WHAT TO PRODUCE => Copy the records below in full, keeping each word as it is but omitting the pictures.

══ THE DATA ══

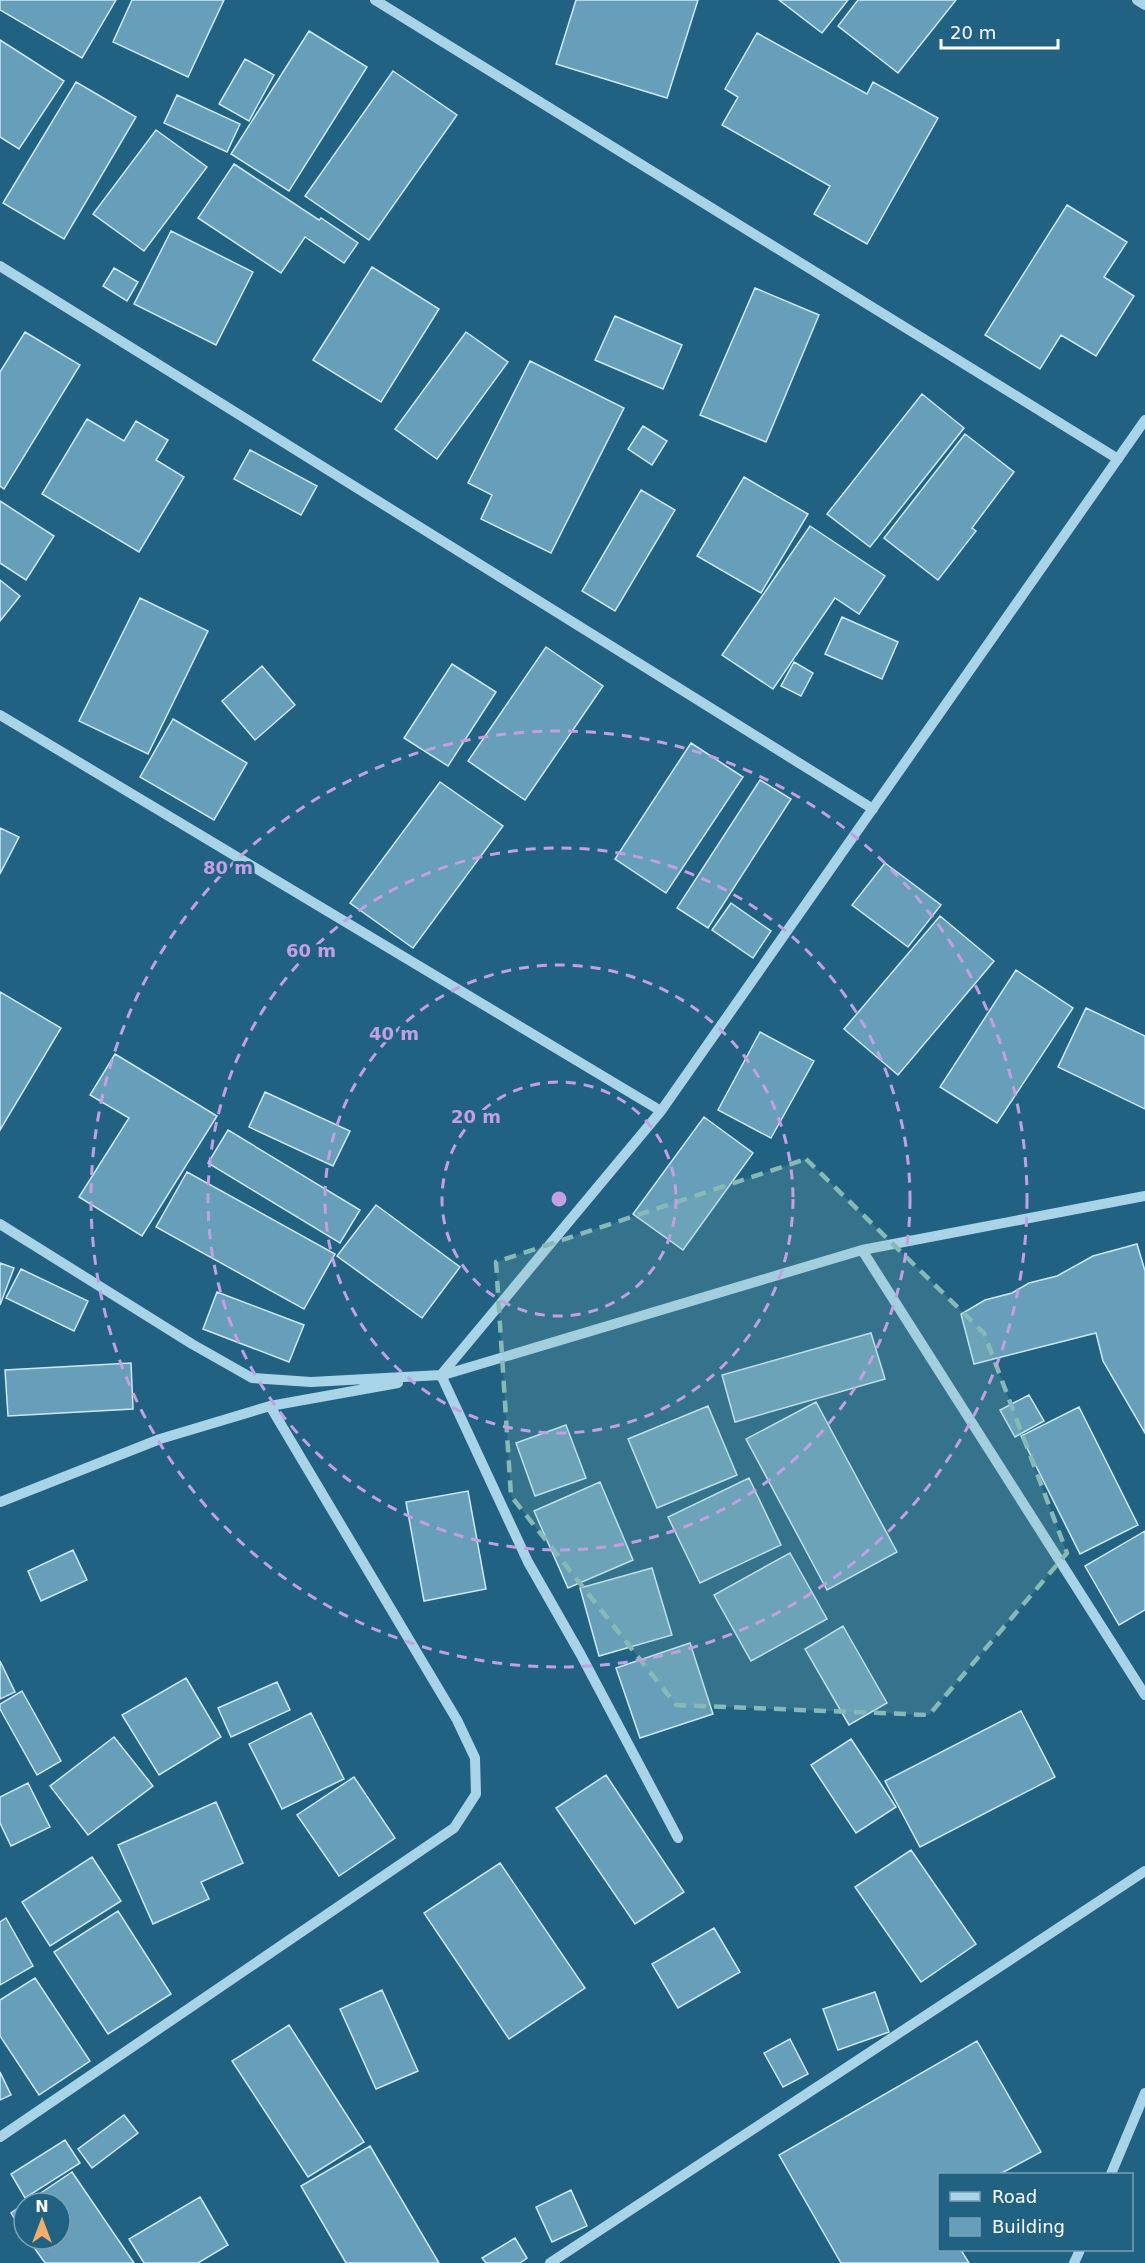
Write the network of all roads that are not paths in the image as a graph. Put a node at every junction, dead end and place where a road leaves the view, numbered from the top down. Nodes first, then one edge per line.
1 (375, 0) edge
2 (1137, 0) edge
3 (1145, 5) edge
4 (0, 266) edge
5 (1145, 420) edge
6 (1118, 459) junction
7 (0, 715) edge
8 (873, 809) junction
9 (661, 1111) junction
10 (1145, 1196) edge
11 (0, 1224) edge
12 (862, 1250) junction
13 (441, 1375) junction
14 (270, 1406) junction
15 (0, 1502) edge
16 (1145, 1695) edge
17 (678, 1838) dead end
18 (1145, 1871) edge
19 (1145, 2093) edge
20 (0, 2137) edge
21 (1112, 2173) edge
22 (550, 2263) edge

1 - 6 street
2 - 3 street
4 - 8 street
5 - 6 street
6 - 8 street
7 - 9 street
8 - 9 street
9 - 13 street
10 - 12 street
11 - 13 street
12 - 13 street
12 - 16 street
13 - 14 street
13 - 17 street
14 - 15 street
14 - 20 street
18 - 22 street
19 - 21 street

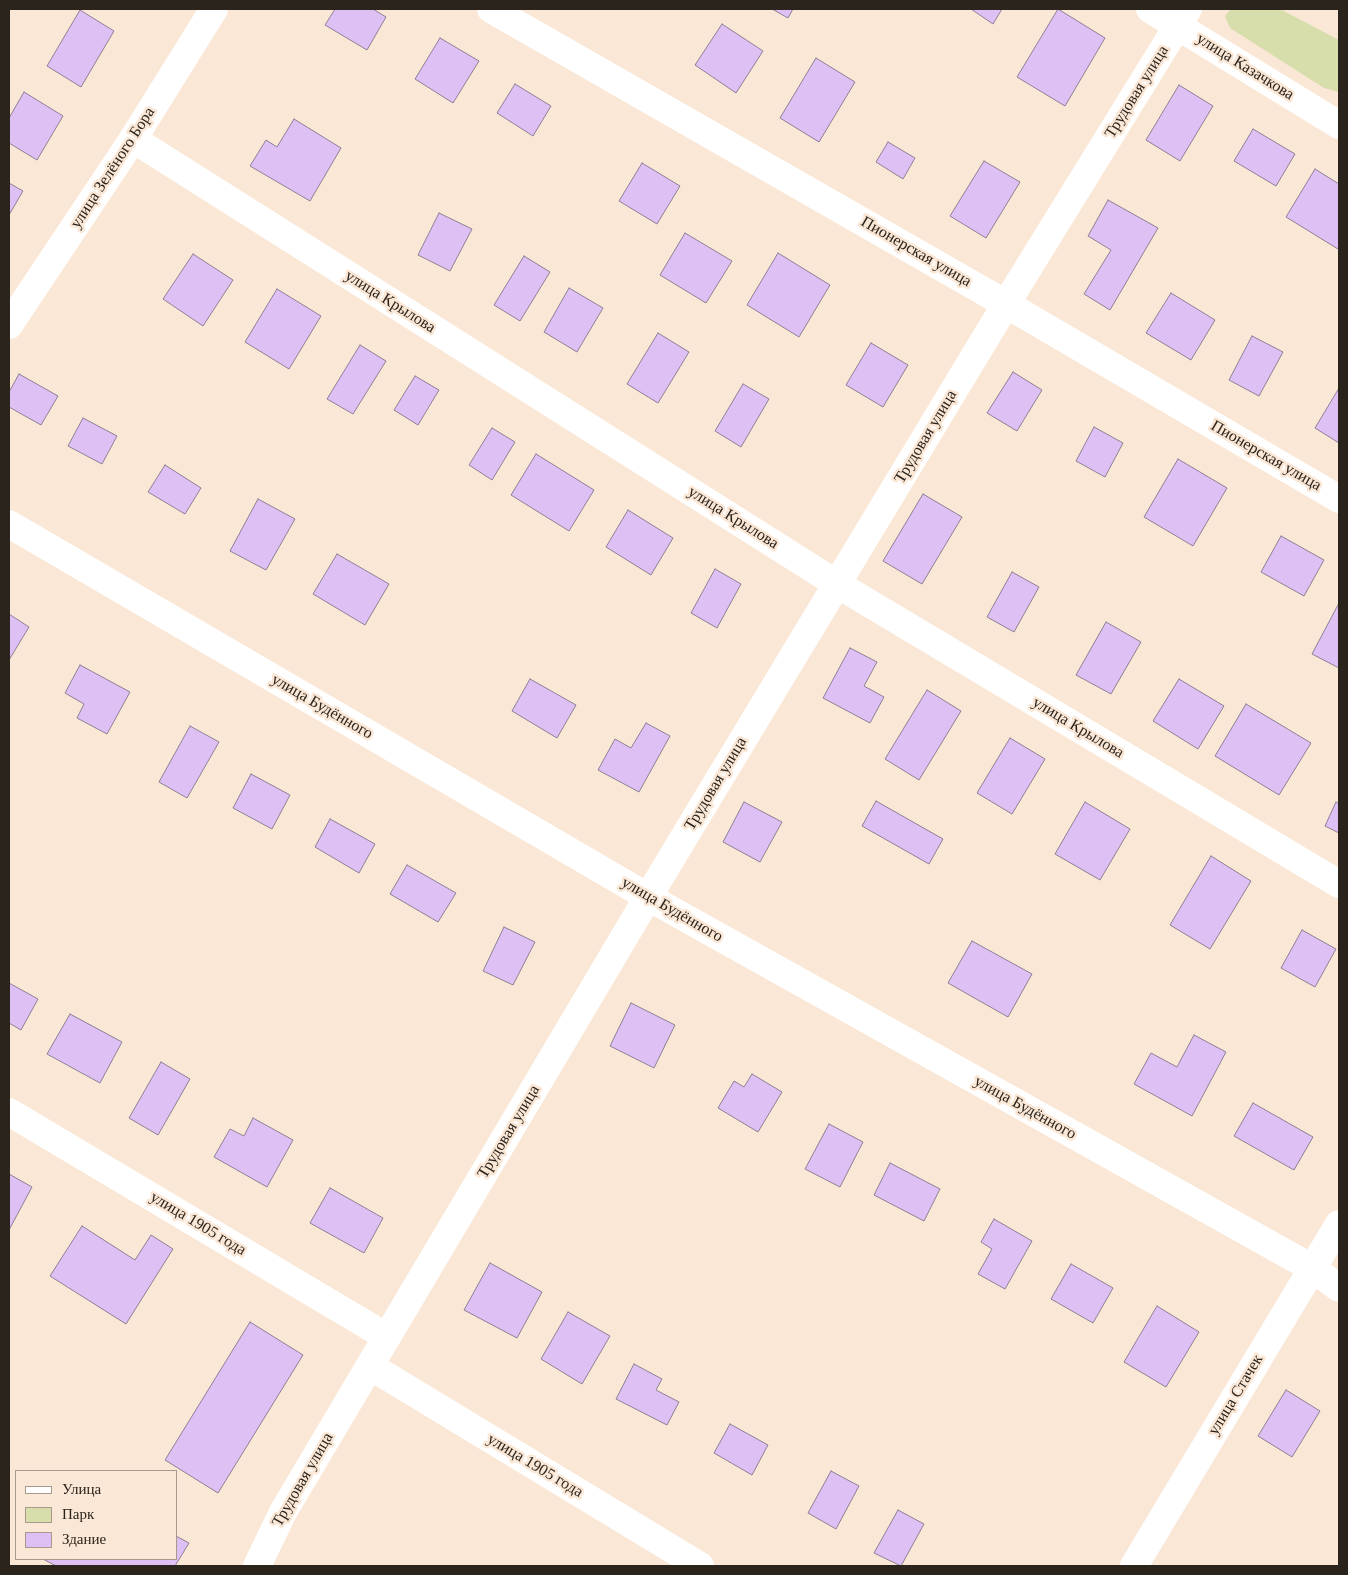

═══

WRITTEN ANSWER =>
Write the network of all roads that are not paths in the image as a graph. Put a node at every junction, dead end and place where a road leaves the view, numbered from the top down. Nodes first, then one edge per line.
1 (375, 0) edge
2 (1137, 0) edge
3 (1145, 5) edge
4 (0, 266) edge
5 (1145, 420) edge
6 (1118, 459) junction
7 (0, 715) edge
8 (873, 809) junction
9 (661, 1111) junction
10 (1145, 1196) edge
11 (0, 1224) edge
12 (862, 1250) junction
13 (441, 1375) junction
14 (270, 1406) junction
15 (0, 1502) edge
16 (1145, 1695) edge
17 (678, 1838) dead end
18 (1145, 1871) edge
19 (1145, 2093) edge
20 (0, 2137) edge
21 (1112, 2173) edge
22 (550, 2263) edge

1 - 6 street
2 - 3 street
4 - 8 street
5 - 6 street
6 - 8 street
7 - 9 street
8 - 9 street
9 - 13 street
10 - 12 street
11 - 13 street
12 - 13 street
12 - 16 street
13 - 14 street
13 - 17 street
14 - 15 street
14 - 20 street
18 - 22 street
19 - 21 street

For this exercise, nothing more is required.